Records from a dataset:
%%
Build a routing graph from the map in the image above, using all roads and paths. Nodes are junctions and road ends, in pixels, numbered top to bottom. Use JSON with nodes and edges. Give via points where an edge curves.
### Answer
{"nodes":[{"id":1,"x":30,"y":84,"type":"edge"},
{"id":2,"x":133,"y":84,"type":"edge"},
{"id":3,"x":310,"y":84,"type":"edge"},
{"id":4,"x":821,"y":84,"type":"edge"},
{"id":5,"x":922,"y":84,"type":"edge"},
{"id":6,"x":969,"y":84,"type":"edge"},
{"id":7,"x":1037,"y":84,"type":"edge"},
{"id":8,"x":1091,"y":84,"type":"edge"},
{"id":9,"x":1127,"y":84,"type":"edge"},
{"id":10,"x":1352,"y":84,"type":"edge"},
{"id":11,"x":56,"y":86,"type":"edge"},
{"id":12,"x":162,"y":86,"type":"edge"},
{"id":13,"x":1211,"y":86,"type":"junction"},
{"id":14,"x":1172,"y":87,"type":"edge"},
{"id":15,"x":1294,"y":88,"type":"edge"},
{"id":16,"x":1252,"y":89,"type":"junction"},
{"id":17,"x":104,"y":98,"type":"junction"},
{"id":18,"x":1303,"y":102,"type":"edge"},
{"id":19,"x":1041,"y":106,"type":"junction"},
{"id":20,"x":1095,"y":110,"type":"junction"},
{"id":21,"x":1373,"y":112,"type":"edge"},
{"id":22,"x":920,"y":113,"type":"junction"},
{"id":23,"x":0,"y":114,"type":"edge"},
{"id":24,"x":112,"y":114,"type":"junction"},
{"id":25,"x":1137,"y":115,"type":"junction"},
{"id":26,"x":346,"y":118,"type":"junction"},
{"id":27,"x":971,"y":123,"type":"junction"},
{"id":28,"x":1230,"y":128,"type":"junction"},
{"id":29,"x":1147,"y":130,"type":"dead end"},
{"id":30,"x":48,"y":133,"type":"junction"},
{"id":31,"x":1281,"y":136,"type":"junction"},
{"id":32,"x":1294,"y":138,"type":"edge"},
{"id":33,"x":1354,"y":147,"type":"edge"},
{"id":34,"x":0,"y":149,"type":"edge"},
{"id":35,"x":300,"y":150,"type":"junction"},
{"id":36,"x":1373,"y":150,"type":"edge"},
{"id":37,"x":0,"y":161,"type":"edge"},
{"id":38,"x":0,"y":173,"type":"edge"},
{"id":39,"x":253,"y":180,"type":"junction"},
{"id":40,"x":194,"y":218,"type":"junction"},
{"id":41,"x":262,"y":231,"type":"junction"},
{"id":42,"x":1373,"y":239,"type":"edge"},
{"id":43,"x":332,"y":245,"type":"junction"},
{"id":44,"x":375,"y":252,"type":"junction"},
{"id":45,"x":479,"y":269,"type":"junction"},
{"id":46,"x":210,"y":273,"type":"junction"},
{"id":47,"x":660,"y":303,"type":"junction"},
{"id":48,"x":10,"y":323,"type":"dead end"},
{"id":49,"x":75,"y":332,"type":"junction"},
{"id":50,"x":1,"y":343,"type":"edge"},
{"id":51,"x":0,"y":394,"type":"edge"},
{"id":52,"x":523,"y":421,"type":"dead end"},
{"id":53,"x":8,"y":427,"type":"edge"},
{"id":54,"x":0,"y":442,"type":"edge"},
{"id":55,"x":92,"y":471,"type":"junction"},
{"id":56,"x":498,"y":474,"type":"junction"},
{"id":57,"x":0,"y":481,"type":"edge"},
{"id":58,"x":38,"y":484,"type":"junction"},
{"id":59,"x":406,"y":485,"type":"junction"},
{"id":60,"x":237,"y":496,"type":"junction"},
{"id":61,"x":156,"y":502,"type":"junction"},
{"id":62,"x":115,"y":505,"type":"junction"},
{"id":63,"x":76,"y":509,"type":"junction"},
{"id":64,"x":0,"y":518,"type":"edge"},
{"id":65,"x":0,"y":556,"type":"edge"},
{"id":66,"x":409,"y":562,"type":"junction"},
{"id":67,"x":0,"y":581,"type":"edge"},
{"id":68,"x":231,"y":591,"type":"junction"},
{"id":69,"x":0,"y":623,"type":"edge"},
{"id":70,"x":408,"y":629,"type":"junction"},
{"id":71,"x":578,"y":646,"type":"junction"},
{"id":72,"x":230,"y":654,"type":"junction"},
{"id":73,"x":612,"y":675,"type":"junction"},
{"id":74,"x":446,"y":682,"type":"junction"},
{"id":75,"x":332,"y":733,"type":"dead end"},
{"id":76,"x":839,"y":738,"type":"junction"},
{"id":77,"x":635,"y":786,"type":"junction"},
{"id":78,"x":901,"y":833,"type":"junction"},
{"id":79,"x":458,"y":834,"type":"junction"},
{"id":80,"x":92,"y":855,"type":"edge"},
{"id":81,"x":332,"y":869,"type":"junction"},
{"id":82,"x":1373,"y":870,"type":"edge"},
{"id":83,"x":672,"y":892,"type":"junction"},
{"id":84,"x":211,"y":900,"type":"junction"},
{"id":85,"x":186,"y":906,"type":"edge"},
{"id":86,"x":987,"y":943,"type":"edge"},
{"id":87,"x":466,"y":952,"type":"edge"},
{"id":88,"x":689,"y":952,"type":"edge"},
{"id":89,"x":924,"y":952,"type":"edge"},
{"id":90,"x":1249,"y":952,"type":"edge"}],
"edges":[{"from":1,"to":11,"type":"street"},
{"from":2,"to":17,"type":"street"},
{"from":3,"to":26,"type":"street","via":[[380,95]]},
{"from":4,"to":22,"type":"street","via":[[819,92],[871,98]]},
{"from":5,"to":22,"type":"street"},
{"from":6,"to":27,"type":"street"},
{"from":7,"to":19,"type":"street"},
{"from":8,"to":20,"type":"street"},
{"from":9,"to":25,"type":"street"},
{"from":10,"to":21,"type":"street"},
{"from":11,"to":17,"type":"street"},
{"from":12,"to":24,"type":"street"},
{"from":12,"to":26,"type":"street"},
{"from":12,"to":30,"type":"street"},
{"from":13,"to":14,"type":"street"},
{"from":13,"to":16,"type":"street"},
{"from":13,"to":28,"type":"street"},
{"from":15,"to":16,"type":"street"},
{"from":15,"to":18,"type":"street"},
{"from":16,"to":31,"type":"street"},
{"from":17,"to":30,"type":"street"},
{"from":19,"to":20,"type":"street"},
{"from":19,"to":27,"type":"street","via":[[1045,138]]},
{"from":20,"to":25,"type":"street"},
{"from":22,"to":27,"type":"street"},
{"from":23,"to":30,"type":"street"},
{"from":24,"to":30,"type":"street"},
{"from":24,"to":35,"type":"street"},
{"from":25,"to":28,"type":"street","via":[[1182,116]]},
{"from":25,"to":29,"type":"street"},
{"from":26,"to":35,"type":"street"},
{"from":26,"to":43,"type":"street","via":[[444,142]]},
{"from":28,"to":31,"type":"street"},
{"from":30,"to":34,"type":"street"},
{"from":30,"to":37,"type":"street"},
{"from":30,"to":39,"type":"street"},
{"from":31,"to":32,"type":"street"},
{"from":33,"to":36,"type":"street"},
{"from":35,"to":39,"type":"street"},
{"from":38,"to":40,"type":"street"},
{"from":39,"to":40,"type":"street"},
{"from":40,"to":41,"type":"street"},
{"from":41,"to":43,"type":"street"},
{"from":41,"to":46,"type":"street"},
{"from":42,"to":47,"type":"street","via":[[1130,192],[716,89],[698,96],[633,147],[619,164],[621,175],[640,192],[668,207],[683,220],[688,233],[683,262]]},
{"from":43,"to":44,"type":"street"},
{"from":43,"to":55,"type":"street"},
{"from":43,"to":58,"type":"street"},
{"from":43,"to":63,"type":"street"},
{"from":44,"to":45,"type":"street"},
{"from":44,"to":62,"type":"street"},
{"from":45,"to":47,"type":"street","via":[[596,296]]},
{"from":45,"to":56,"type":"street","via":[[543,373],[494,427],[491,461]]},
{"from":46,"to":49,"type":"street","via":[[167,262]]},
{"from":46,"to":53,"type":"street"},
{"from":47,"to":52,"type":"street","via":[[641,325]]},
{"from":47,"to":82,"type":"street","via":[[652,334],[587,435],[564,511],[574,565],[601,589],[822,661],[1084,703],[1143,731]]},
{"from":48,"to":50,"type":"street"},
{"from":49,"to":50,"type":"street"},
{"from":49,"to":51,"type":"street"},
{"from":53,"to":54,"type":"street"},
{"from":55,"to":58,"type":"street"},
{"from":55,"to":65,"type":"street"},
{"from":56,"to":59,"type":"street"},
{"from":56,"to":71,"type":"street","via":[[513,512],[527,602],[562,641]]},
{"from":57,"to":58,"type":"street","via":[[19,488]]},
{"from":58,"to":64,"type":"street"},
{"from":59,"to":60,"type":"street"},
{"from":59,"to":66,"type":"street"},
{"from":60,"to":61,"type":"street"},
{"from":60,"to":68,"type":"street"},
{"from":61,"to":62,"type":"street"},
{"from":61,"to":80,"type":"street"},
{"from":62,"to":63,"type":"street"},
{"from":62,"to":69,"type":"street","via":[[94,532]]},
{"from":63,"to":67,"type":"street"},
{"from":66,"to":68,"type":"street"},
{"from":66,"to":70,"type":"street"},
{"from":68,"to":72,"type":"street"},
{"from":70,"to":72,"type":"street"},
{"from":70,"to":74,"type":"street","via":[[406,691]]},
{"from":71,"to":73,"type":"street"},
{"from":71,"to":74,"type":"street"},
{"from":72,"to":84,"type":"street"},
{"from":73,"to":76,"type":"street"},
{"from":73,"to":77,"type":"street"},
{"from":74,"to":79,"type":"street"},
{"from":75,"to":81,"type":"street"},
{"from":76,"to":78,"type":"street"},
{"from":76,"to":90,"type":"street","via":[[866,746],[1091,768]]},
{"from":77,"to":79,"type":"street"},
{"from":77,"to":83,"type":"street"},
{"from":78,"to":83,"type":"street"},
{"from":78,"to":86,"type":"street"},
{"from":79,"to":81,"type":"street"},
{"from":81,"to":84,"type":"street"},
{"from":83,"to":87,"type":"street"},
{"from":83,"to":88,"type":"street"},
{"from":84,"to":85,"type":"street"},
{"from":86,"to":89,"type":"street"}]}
%%
Task requirements: Search the records for the word "edges". Copy every line that has it.

Result:
Build a routing graph from the map in the image above, using all roads and paths. Nodes are junctions and road ends, in pixels, numbered top to bottom. Use JSON with nodes and edges. Give via points where an edge curves.
"edges":[{"from":1,"to":11,"type":"street"},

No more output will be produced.